Se habla hoy profusamente de la incidencia que la llamada crisis del ladrillo ha tenido en el agravamiento de la que está asolando España, consecuencia, a su vez, de la mundial. Responder a esta cuestión no constituye el objetivo de las páginas que siguen ni del proyecto en el que se encuadran.

Pero sí es procedente realizar aquí una reflexión, siquiera sea somera, sobre la construcción para destacar los perfiles específicos que la configuran. Y lo primero que conviene recordar ?más que resaltar, pues es sobradamente conocido? es que la construcción es una actividad económica de una importancia singular. Ello por múltiples razones, de las que aquí extraigo y expongo aquellas que acaso sean las más relevantes. En primer lugar, porque es una actividad cara; exige una fuerte inversión económica, lo que normalmente exige la búsqueda de financiación externa, dado que los recursos propios del constructor sólo excepcionalmente podrán cubrir el importe de la inversión. En segundo lugar, porque está directa y estrechamente conectada con el derecho a la vivienda y algo más indirectamente con la industria turística, la que más ha propulsado el moderno crecimiento económico de España, en dos modalidades básicas: la segunda vivienda o el alojamiento turístico en cualquiera de sus múltiples manifestaciones. En tercer lugar, porque el proceso constructivo es una actividad de una gran complejidad. Se trata, en efecto, de una actividad multidisciplinar que precisa de la concurrencia, simultánea o sucesiva, de muchos gremios diferentes cuyas intervenciones han de integrarse de forma milimétrica en la secuencia constructiva.
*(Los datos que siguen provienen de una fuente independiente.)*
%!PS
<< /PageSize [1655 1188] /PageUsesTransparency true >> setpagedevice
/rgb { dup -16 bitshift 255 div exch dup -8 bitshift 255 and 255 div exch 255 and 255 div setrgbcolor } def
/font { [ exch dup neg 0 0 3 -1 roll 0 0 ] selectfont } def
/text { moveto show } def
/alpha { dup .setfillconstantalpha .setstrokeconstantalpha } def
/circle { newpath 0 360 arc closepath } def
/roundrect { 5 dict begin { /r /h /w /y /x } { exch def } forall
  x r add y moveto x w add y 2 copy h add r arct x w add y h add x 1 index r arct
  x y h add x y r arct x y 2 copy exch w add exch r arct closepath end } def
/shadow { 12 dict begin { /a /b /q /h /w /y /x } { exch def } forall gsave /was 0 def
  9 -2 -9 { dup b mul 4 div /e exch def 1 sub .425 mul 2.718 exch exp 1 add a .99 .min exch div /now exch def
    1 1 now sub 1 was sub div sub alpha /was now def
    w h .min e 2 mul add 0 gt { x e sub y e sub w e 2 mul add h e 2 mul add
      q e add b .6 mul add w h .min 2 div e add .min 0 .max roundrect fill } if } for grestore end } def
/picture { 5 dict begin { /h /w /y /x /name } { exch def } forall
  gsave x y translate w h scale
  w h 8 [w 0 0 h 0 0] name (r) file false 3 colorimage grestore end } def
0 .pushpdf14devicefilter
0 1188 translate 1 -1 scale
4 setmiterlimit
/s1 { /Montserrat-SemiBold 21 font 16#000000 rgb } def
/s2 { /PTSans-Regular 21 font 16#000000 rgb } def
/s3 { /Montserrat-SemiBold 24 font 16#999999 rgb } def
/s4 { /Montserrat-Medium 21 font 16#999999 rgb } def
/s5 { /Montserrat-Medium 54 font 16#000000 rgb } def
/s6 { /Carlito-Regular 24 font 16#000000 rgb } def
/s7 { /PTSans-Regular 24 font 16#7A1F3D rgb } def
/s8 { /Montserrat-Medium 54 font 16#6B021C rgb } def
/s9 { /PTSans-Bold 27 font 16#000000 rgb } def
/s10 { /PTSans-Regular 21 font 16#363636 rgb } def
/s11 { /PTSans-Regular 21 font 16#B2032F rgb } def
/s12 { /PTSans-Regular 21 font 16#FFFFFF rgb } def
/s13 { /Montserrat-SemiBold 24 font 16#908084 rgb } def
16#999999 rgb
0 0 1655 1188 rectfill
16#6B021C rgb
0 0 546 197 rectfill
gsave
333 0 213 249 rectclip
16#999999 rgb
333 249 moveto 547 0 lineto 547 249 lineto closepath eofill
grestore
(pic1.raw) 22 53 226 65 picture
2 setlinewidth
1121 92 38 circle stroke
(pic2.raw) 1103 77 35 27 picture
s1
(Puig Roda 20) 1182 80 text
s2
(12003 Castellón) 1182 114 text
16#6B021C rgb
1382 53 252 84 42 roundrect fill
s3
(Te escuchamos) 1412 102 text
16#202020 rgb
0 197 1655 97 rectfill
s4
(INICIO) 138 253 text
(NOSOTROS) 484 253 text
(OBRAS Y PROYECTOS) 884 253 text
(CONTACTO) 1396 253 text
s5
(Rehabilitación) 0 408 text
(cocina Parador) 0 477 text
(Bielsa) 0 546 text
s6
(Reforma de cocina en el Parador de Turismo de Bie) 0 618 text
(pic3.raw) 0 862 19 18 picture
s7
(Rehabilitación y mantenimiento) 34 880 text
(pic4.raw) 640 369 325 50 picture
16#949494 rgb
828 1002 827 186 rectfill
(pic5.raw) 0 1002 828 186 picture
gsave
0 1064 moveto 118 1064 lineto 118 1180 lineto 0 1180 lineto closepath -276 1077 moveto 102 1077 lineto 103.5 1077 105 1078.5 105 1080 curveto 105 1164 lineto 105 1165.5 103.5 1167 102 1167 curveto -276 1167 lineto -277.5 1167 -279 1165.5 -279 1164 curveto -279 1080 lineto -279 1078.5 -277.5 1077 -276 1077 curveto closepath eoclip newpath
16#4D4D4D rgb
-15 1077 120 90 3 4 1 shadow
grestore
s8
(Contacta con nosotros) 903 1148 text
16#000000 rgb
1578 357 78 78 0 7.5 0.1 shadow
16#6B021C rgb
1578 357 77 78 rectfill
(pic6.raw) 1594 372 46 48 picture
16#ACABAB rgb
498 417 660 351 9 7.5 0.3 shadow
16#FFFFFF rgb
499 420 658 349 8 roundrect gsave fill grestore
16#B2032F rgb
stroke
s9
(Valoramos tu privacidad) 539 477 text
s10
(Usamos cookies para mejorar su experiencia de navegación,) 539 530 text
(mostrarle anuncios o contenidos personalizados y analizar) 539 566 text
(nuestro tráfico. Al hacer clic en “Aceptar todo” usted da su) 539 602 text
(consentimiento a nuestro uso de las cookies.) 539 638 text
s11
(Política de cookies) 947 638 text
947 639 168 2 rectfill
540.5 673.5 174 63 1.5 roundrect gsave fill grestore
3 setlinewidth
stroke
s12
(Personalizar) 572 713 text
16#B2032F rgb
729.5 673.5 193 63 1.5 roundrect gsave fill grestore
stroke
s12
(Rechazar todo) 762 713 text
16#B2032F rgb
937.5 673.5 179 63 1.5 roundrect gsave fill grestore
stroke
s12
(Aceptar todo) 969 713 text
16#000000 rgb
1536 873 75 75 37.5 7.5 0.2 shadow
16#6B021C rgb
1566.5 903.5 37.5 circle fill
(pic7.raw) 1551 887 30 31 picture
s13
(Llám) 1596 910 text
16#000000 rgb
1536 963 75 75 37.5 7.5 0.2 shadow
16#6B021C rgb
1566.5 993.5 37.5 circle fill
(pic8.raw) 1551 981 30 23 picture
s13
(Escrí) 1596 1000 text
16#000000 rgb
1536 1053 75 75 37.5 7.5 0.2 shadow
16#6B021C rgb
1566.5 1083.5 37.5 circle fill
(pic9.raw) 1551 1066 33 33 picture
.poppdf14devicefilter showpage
La dificultad aun aumenta en el caso de las grandes promociones, comprensivas de una pluralidad de edificios o construcciones. Las personalizaciones, la compra sobre plano ?que puede desenfocar la visión realista del resultado final?, o el momento de conclusión y entrega de la obra constituyen otros tantos niveles añadidos a esa complejidad inicial de suyo alta.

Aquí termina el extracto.